Exercise
In full and exactly, reproduce the entries below, but omit the pictures.

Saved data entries
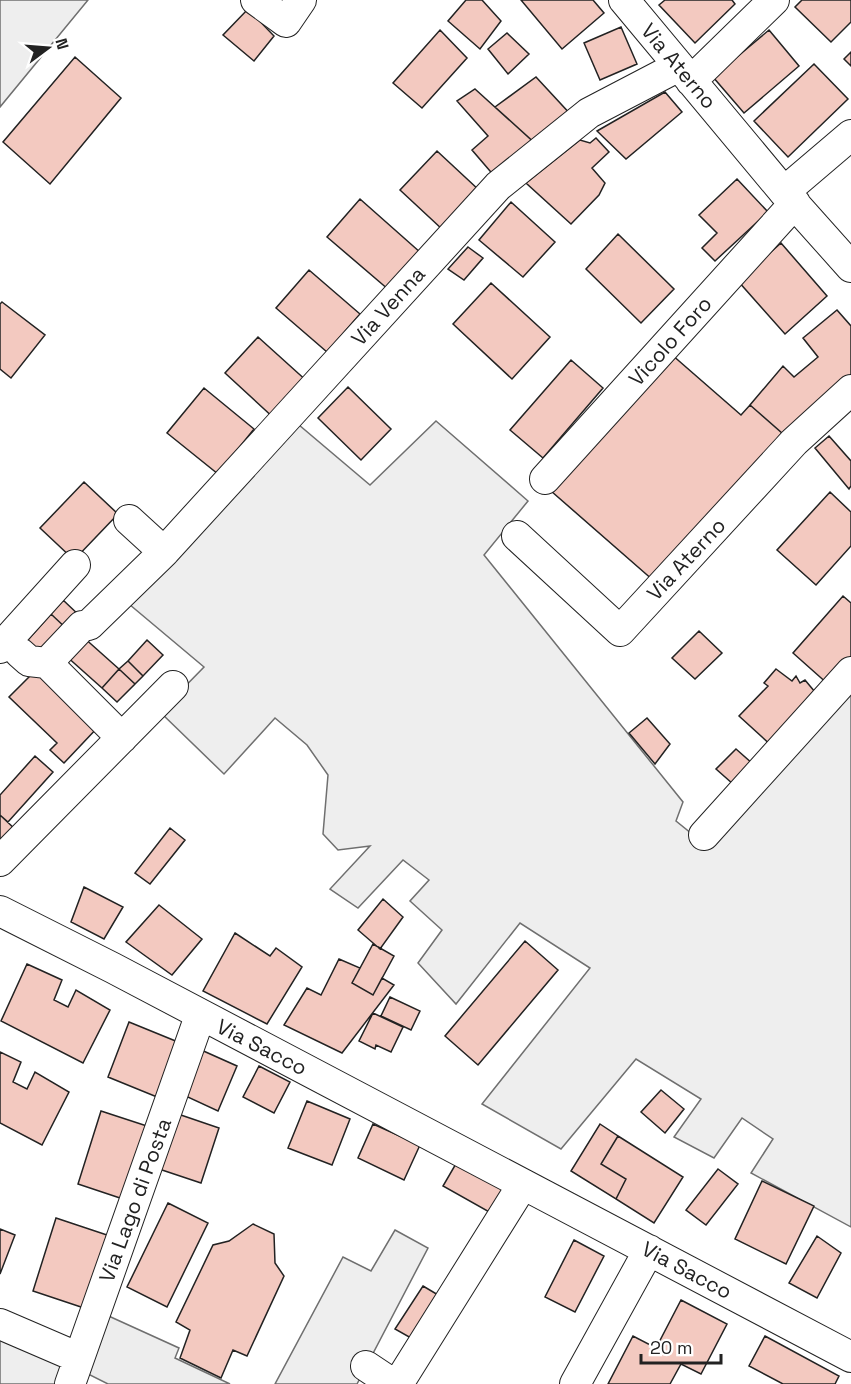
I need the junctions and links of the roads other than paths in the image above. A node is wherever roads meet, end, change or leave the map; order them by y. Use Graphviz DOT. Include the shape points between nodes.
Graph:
graph roads {
  1 [pos="301,0"];
  2 [pos="774,0"];
  3 [pos="627,1"];
  4 [pos="246,3"];
  5 [pos="685,74"];
  6 [pos="851,135"];
  7 [pos="790,197"];
  8 [pos="851,267"];
  9 [pos="851,390"];
  10 [pos="545,479"];
  11 [pos="129,520"];
  12 [pos="517,536"];
  13 [pos="164,552"];
  14 [pos="75,566"];
  15 [pos="22,654"];
  16 [pos="851,672"];
  17 [pos="173,686"];
  18 [pos="122,738"];
  19 [pos="704,835"];
  20 [pos="0,861"];
  21 [pos="0,911"];
  22 [pos="200,1016"];
  23 [pos="523,1184"];
  24 [pos="650,1250"];
  25 [pos="0,1324"];
  26 [pos="851,1357"];
  27 [pos="366,1366"];
  28 [pos="74,1371"];
  29 [pos="393,1384"];
  30 [pos="398,1384"];
  31 [pos="575,1384"];
  1 -- 4 [label="street" via="286,22"];
  2 -- 5 [label="street, Via Venna"];
  3 -- 5 [label="street, Via Aterno"];
  5 -- 7 [label="street, Via Aterno"];
  5 -- 13 [label="street, Via Venna" via="589,113 498,186"];
  6 -- 7 [label="street, Vicolo Foro"];
  7 -- 8 [label="street, Via Aterno"];
  7 -- 10 [label="street, Vicolo Foro"];
  9 -- 12 [label="street, Via Aterno" via="794,442 620,631"];
  11 -- 13 [label="street"];
  13 -- 15 [label="street, Via Venna" via="89,625"];
  14 -- 15 [label="street"];
  15 -- 18 [label="street"];
  16 -- 19 [label="street"];
  17 -- 18 [label="street"];
  18 -- 20 [label="street"];
  21 -- 22 [label="street, Via Sacco"];
  22 -- 23 [label="street, Via Sacco"];
  22 -- 28 [label="street, Via Lago di Posta"];
  23 -- 24 [label="street, Via Sacco"];
  23 -- 30 [label="street"];
  24 -- 26 [label="street, Via Sacco"];
  24 -- 31 [label="street"];
  25 -- 28 [label="street"];
  27 -- 29 [label="street"];
}
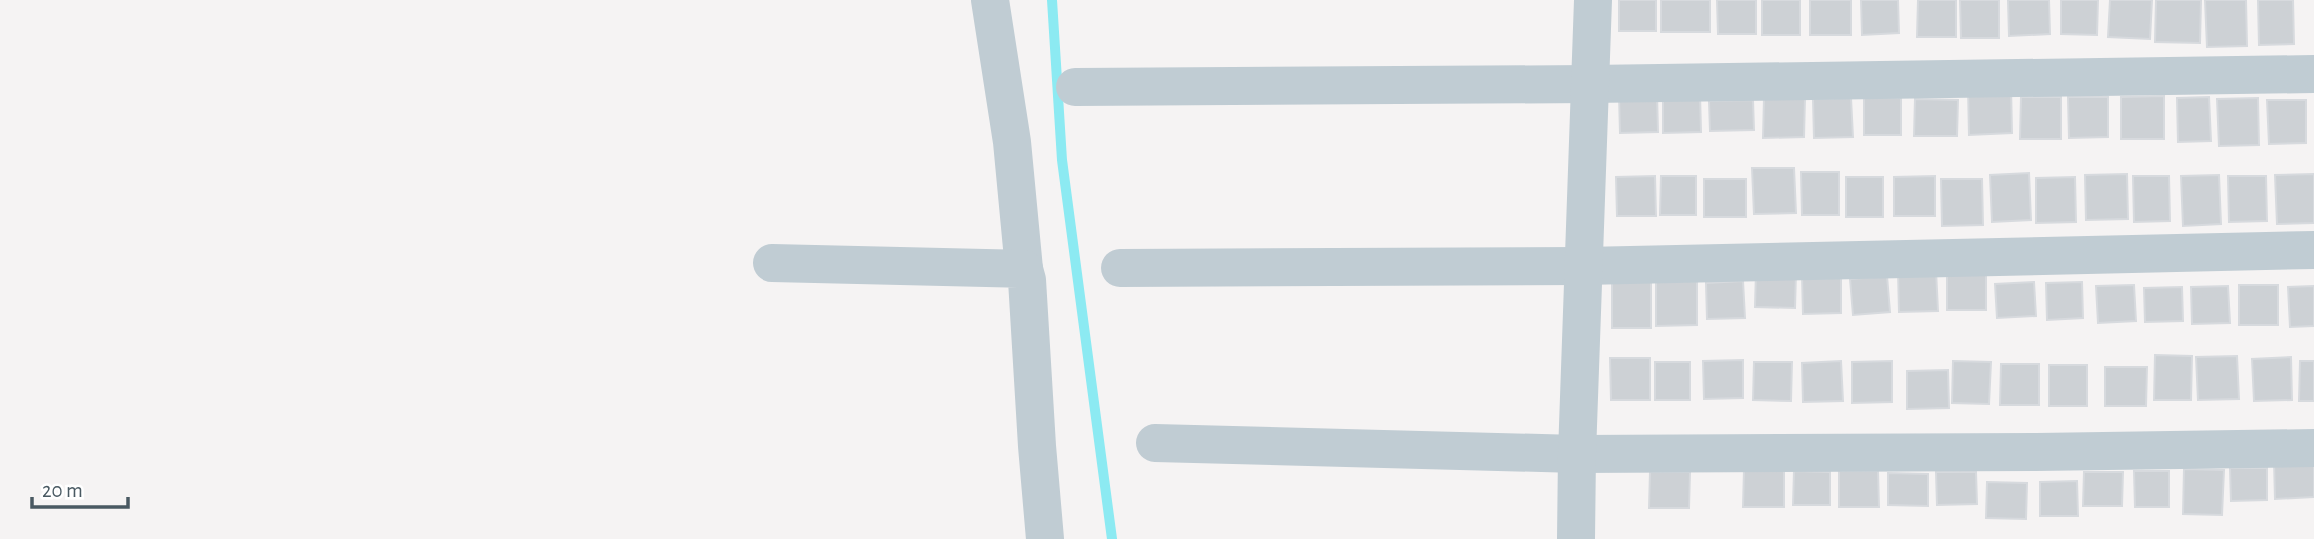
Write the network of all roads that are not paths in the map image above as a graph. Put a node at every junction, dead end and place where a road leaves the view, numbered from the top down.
1 (990, 0) edge
2 (1593, 0) edge
3 (2314, 74) edge
4 (1590, 84) junction
5 (1075, 87) dead end
6 (2314, 250) edge
7 (772, 263) dead end
8 (1584, 266) junction
9 (1024, 268) junction
10 (1120, 268) dead end
11 (1155, 443) dead end
12 (2314, 448) edge
13 (1577, 454) junction
14 (1045, 539) edge
15 (1576, 539) edge

1 - 9 street
2 - 4 street
3 - 4 street
4 - 5 street
4 - 8 street
6 - 8 street
7 - 9 street
8 - 10 street
8 - 13 street
9 - 14 street
11 - 13 street
12 - 13 street
13 - 15 street

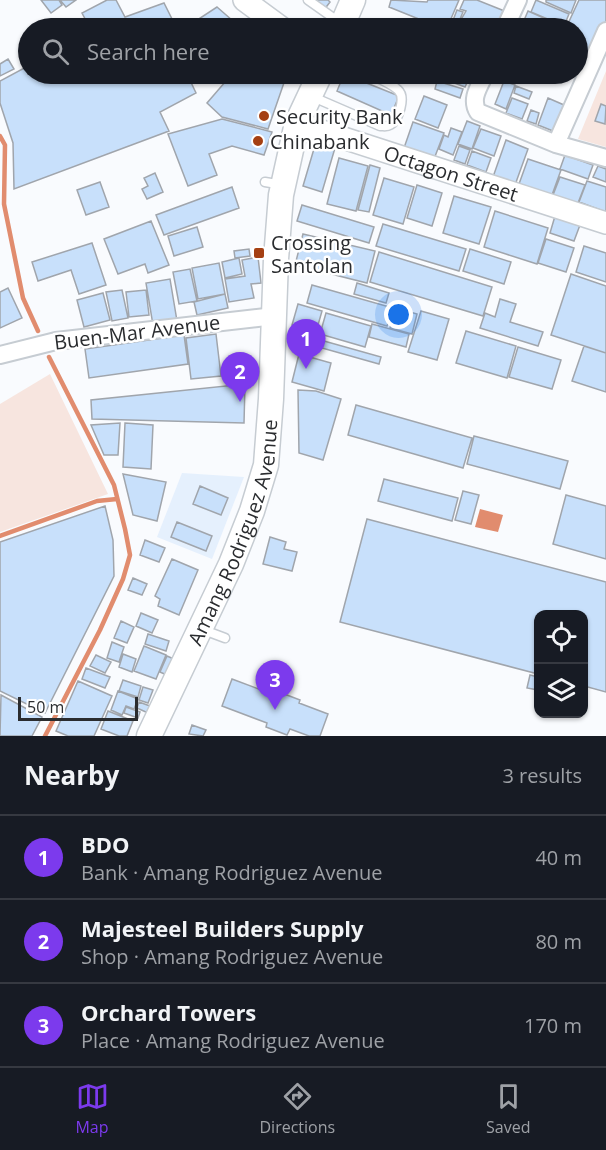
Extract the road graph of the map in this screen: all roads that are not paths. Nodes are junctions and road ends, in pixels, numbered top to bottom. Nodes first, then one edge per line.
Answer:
1 (244, 0) edge
2 (308, 0) edge
3 (353, 0) edge
4 (518, 0) edge
5 (268, 18) edge
6 (332, 18) edge
7 (345, 18) edge
8 (510, 18) edge
9 (606, 31) edge
10 (588, 72) edge
11 (315, 84) edge
12 (387, 84) edge
13 (481, 84) edge
14 (583, 84) edge
15 (309, 96) junction
16 (297, 123) junction
17 (556, 144) junction
18 (606, 158) edge
19 (606, 223) edge
20 (275, 316) junction
21 (0, 355) edge
22 (201, 629) junction
23 (225, 638) dead end
24 (150, 736) edge

1 - 5 street
2 - 6 lane
3 - 7 main road
4 - 8 street
9 - 10 street
11 - 15 main road, Amang Rodriguez Avenue
12 - 15 lane
13 - 17 street
14 - 17 street
15 - 16 main road, Amang Rodriguez Avenue
16 - 19 street, Octagon Street
16 - 20 main road, Amang Rodriguez Avenue
17 - 18 street
20 - 21 street, Buen-Mar Avenue
20 - 22 main road, Amang Rodriguez Avenue
22 - 23 lane
22 - 24 main road, Amang Rodriguez Avenue

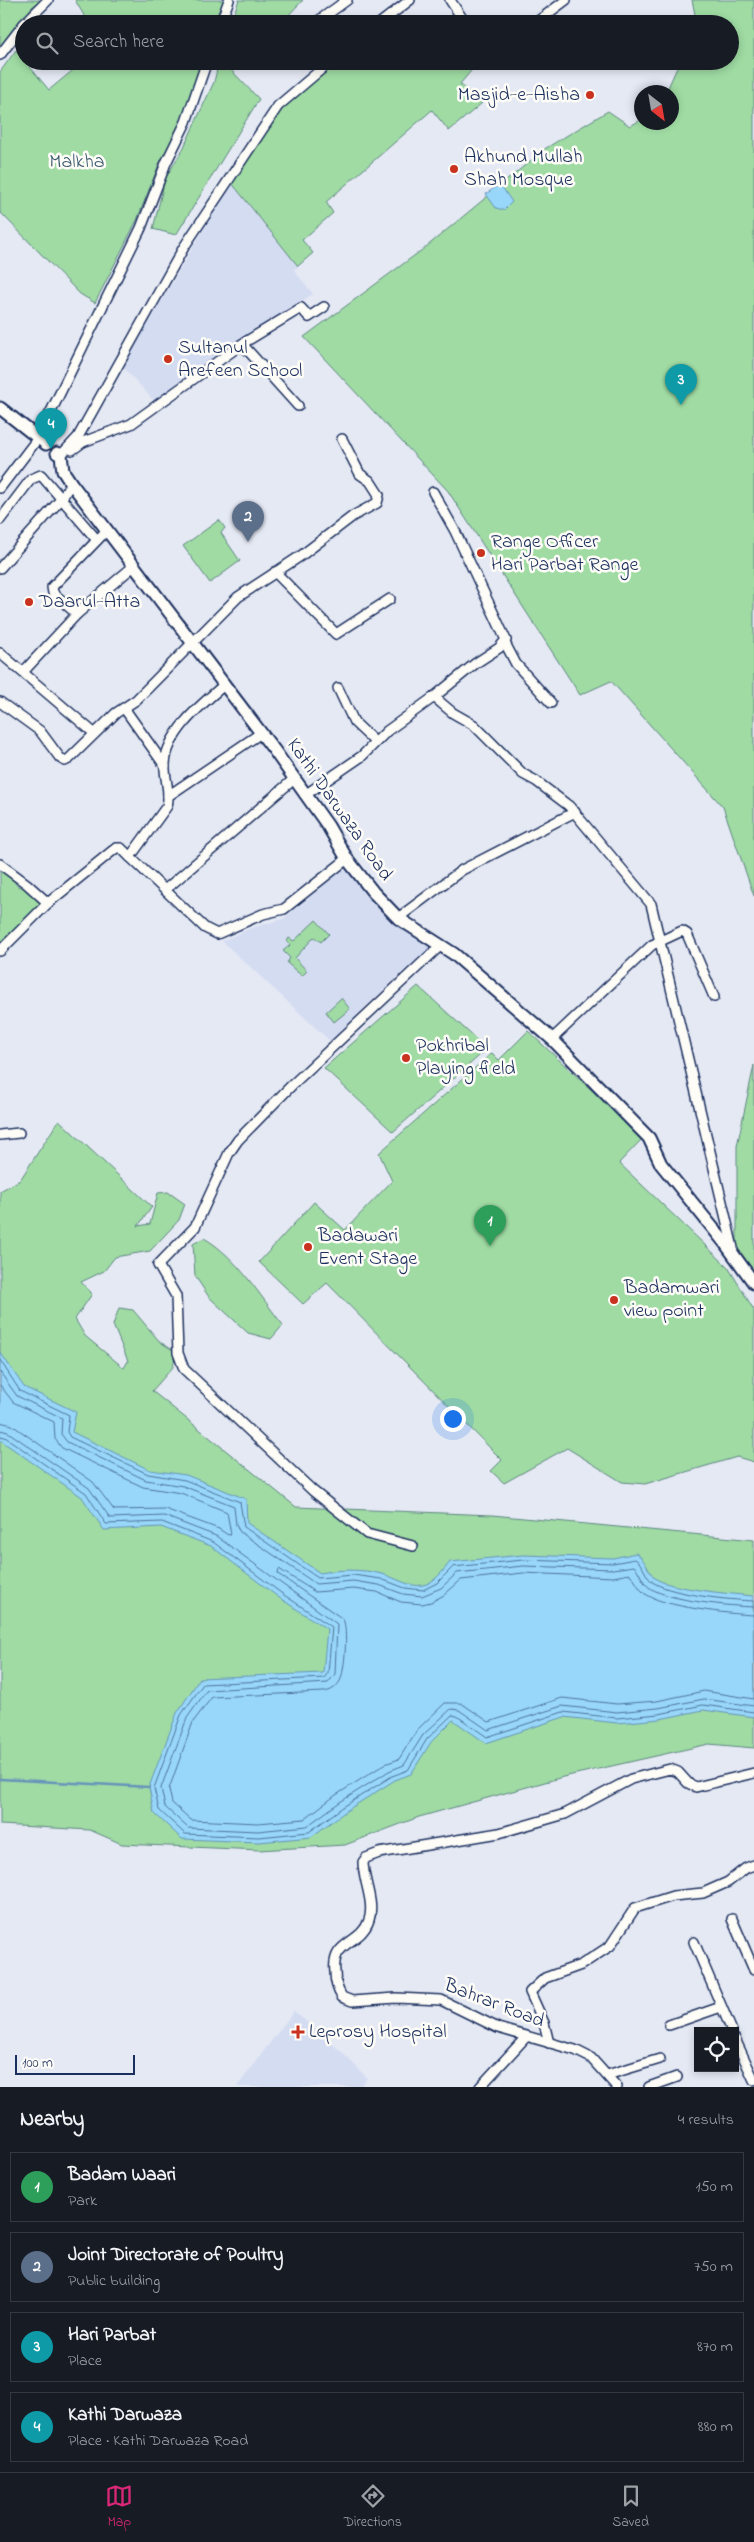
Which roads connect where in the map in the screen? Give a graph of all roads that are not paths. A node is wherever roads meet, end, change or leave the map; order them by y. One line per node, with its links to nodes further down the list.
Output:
1 (48, 0): 7 (street)
2 (229, 0): 8 (street)
3 (347, 0): 9 (street)
4 (410, 0): 10 (street)
5 (450, 0): 11 (street)
6 (566, 0): 12 (street)
7 (33, 15)
8 (223, 15)
9 (326, 15)
10 (391, 15)
11 (460, 15)
12 (546, 15)
13 (15, 36): 14 (street)
14 (0, 55)
15 (204, 70): 22 (street)
16 (320, 70): 23 (street)
17 (324, 306): 18 (street)
18 (242, 344): 19 (street); 23 (street)
19 (298, 406)
20 (0, 408): 22 (street)
21 (342, 439): 33 (street)
22 (42, 441): 25 (street)
23 (60, 456): 24 (street, Kathi Darwaza Road)
24 (71, 484): 27 (street); 29 (street, Kathi Darwaza Road)
25 (0, 488)
26 (433, 492): 37 (street)
27 (62, 498): 28 (street); 30 (street); 32 (street)
28 (0, 520)
29 (107, 530): 30 (street); 31 (street, Kathi Darwaza Road)
30 (97, 540): 35 (street)
31 (135, 565): 35 (street); 36 (street, Kathi Darwaza Road)
32 (0, 568)
33 (275, 572): 34 (street); 36 (street)
34 (390, 599)
35 (77, 614): 39 (street)
36 (194, 643): 40 (street, Kathi Darwaza Road); 45 (street)
37 (505, 643): 42 (street); 44 (street)
38 (0, 653): 39 (street)
39 (24, 671): 46 (street)
40 (224, 684): 47 (street, Kathi Darwaza Road); 49 (street)
41 (338, 688): 48 (street)
42 (434, 697): 48 (street); 53 (street)
43 (0, 702): 46 (street)
44 (551, 703)
45 (124, 708): 46 (street); 49 (street)
46 (94, 733)
47 (261, 733): 50 (street, Kathi Darwaza Road); 52 (street)
48 (374, 742): 51 (street)
49 (165, 766): 52 (street)
50 (294, 778): 51 (street, Kathi Darwaza Road); 57 (street)
51 (305, 795): 55 (street, Kathi Darwaza Road)
52 (168, 796): 54 (street)
53 (575, 812): 59 (street); 60 (street)
54 (130, 856): 57 (street); 58 (street)
55 (347, 859): 57 (street); 59 (street, Kathi Darwaza Road)
56 (0, 864): 58 (street)
57 (166, 889)
58 (48, 904): 62 (street)
59 (398, 918): 61 (street, Kathi Darwaza Road)
60 (660, 941): 63 (street); 64 (street); 67 (street)
61 (440, 946): 64 (street, Kathi Darwaza Road); 69 (street)
62 (0, 951)
63 (714, 998)
64 (552, 1039): 68 (street, Kathi Darwaza Road)
65 (19, 1133): 66 (street)
66 (0, 1135)
67 (733, 1248)
68 (754, 1283)
69 (413, 1546)
70 (754, 1773): 78 (street, Bahrar Road)
71 (754, 1865): 79 (street)
72 (732, 1919): 74 (street)
73 (694, 1942): 75 (street)
74 (754, 1970)
75 (721, 2007): 76 (street); 77 (street)
76 (669, 2025)
77 (730, 2027)
78 (526, 2037): 79 (street, Bahrar Road); 85 (street)
79 (549, 2043): 82 (street, Bahrar Road)
80 (739, 2048): 84 (street)
81 (660, 2060): 82 (street)
82 (607, 2075): 86 (street, Bahrar Road)
83 (677, 2077): 87 (street)
84 (754, 2080)
85 (480, 2087)
86 (616, 2087)
87 (649, 2087)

Written answer
I need the junctions and links of the roads other than paths in the image above. A node is wherever roads meet, end, change or leave the map; order them by y. Use Graphviz DOT. Include the shape points between nodes.
Graph:
graph roads {
  1 [pos="301,0"];
  2 [pos="774,0"];
  3 [pos="627,1"];
  4 [pos="246,3"];
  5 [pos="685,74"];
  6 [pos="851,135"];
  7 [pos="790,197"];
  8 [pos="851,267"];
  9 [pos="851,390"];
  10 [pos="545,479"];
  11 [pos="129,520"];
  12 [pos="517,536"];
  13 [pos="164,552"];
  14 [pos="75,566"];
  15 [pos="22,654"];
  16 [pos="851,672"];
  17 [pos="173,686"];
  18 [pos="122,738"];
  19 [pos="704,835"];
  20 [pos="0,861"];
  21 [pos="0,911"];
  22 [pos="200,1016"];
  23 [pos="523,1184"];
  24 [pos="650,1250"];
  25 [pos="0,1324"];
  26 [pos="851,1357"];
  27 [pos="366,1366"];
  28 [pos="74,1371"];
  29 [pos="393,1384"];
  30 [pos="398,1384"];
  31 [pos="575,1384"];
  1 -- 4 [label="street" via="286,22"];
  2 -- 5 [label="street, Via Venna"];
  3 -- 5 [label="street, Via Aterno"];
  5 -- 7 [label="street, Via Aterno"];
  5 -- 13 [label="street, Via Venna" via="589,113 498,186"];
  6 -- 7 [label="street, Vicolo Foro"];
  7 -- 8 [label="street, Via Aterno"];
  7 -- 10 [label="street, Vicolo Foro"];
  9 -- 12 [label="street, Via Aterno" via="794,442 620,631"];
  11 -- 13 [label="street"];
  13 -- 15 [label="street, Via Venna" via="89,625"];
  14 -- 15 [label="street"];
  15 -- 18 [label="street"];
  16 -- 19 [label="street"];
  17 -- 18 [label="street"];
  18 -- 20 [label="street"];
  21 -- 22 [label="street, Via Sacco"];
  22 -- 23 [label="street, Via Sacco"];
  22 -- 28 [label="street, Via Lago di Posta"];
  23 -- 24 [label="street, Via Sacco"];
  23 -- 30 [label="street"];
  24 -- 26 [label="street, Via Sacco"];
  24 -- 31 [label="street"];
  25 -- 28 [label="street"];
  27 -- 29 [label="street"];
}
Write the network of all roads that are not paths in the map image above as a graph. Put a node at every junction, dead end and place where a road leaves the view, numbered from the top down.
1 (990, 0) edge
2 (1593, 0) edge
3 (2314, 74) edge
4 (1590, 84) junction
5 (1075, 87) dead end
6 (2314, 250) edge
7 (772, 263) dead end
8 (1584, 266) junction
9 (1024, 268) junction
10 (1120, 268) dead end
11 (1155, 443) dead end
12 (2314, 448) edge
13 (1577, 454) junction
14 (1045, 539) edge
15 (1576, 539) edge

1 - 9 street
2 - 4 street
3 - 4 street
4 - 5 street
4 - 8 street
6 - 8 street
7 - 9 street
8 - 10 street
8 - 13 street
9 - 14 street
11 - 13 street
12 - 13 street
13 - 15 street

Extract the road graph of the map in this screen: all roads that are not paths. Nodes are junctions and road ends, in pixels, numbered top to bottom. Nodes first, then one edge per line.
Answer:
1 (244, 0) edge
2 (308, 0) edge
3 (353, 0) edge
4 (518, 0) edge
5 (268, 18) edge
6 (332, 18) edge
7 (345, 18) edge
8 (510, 18) edge
9 (606, 31) edge
10 (588, 72) edge
11 (315, 84) edge
12 (387, 84) edge
13 (481, 84) edge
14 (583, 84) edge
15 (309, 96) junction
16 (297, 123) junction
17 (556, 144) junction
18 (606, 158) edge
19 (606, 223) edge
20 (275, 316) junction
21 (0, 355) edge
22 (201, 629) junction
23 (225, 638) dead end
24 (150, 736) edge

1 - 5 street
2 - 6 lane
3 - 7 main road
4 - 8 street
9 - 10 street
11 - 15 main road, Amang Rodriguez Avenue
12 - 15 lane
13 - 17 street
14 - 17 street
15 - 16 main road, Amang Rodriguez Avenue
16 - 19 street, Octagon Street
16 - 20 main road, Amang Rodriguez Avenue
17 - 18 street
20 - 21 street, Buen-Mar Avenue
20 - 22 main road, Amang Rodriguez Avenue
22 - 23 lane
22 - 24 main road, Amang Rodriguez Avenue

Which roads connect where in the map in the screen? Give a graph of all roads that are not paths. A node is wherever roads meet, end, change or leave the map; order them by y. One line per node, with its links to nodes further down the list.
Output:
1 (48, 0): 7 (street)
2 (229, 0): 8 (street)
3 (347, 0): 9 (street)
4 (410, 0): 10 (street)
5 (450, 0): 11 (street)
6 (566, 0): 12 (street)
7 (33, 15)
8 (223, 15)
9 (326, 15)
10 (391, 15)
11 (460, 15)
12 (546, 15)
13 (15, 36): 14 (street)
14 (0, 55)
15 (204, 70): 22 (street)
16 (320, 70): 23 (street)
17 (324, 306): 18 (street)
18 (242, 344): 19 (street); 23 (street)
19 (298, 406)
20 (0, 408): 22 (street)
21 (342, 439): 33 (street)
22 (42, 441): 25 (street)
23 (60, 456): 24 (street, Kathi Darwaza Road)
24 (71, 484): 27 (street); 29 (street, Kathi Darwaza Road)
25 (0, 488)
26 (433, 492): 37 (street)
27 (62, 498): 28 (street); 30 (street); 32 (street)
28 (0, 520)
29 (107, 530): 30 (street); 31 (street, Kathi Darwaza Road)
30 (97, 540): 35 (street)
31 (135, 565): 35 (street); 36 (street, Kathi Darwaza Road)
32 (0, 568)
33 (275, 572): 34 (street); 36 (street)
34 (390, 599)
35 (77, 614): 39 (street)
36 (194, 643): 40 (street, Kathi Darwaza Road); 45 (street)
37 (505, 643): 42 (street); 44 (street)
38 (0, 653): 39 (street)
39 (24, 671): 46 (street)
40 (224, 684): 47 (street, Kathi Darwaza Road); 49 (street)
41 (338, 688): 48 (street)
42 (434, 697): 48 (street); 53 (street)
43 (0, 702): 46 (street)
44 (551, 703)
45 (124, 708): 46 (street); 49 (street)
46 (94, 733)
47 (261, 733): 50 (street, Kathi Darwaza Road); 52 (street)
48 (374, 742): 51 (street)
49 (165, 766): 52 (street)
50 (294, 778): 51 (street, Kathi Darwaza Road); 57 (street)
51 (305, 795): 55 (street, Kathi Darwaza Road)
52 (168, 796): 54 (street)
53 (575, 812): 59 (street); 60 (street)
54 (130, 856): 57 (street); 58 (street)
55 (347, 859): 57 (street); 59 (street, Kathi Darwaza Road)
56 (0, 864): 58 (street)
57 (166, 889)
58 (48, 904): 62 (street)
59 (398, 918): 61 (street, Kathi Darwaza Road)
60 (660, 941): 63 (street); 64 (street); 67 (street)
61 (440, 946): 64 (street, Kathi Darwaza Road); 69 (street)
62 (0, 951)
63 (714, 998)
64 (552, 1039): 68 (street, Kathi Darwaza Road)
65 (19, 1133): 66 (street)
66 (0, 1135)
67 (733, 1248)
68 (754, 1283)
69 (413, 1546)
70 (754, 1773): 78 (street, Bahrar Road)
71 (754, 1865): 79 (street)
72 (732, 1919): 74 (street)
73 (694, 1942): 75 (street)
74 (754, 1970)
75 (721, 2007): 76 (street); 77 (street)
76 (669, 2025)
77 (730, 2027)
78 (526, 2037): 79 (street, Bahrar Road); 85 (street)
79 (549, 2043): 82 (street, Bahrar Road)
80 (739, 2048): 84 (street)
81 (660, 2060): 82 (street)
82 (607, 2075): 86 (street, Bahrar Road)
83 (677, 2077): 87 (street)
84 (754, 2080)
85 (480, 2087)
86 (616, 2087)
87 (649, 2087)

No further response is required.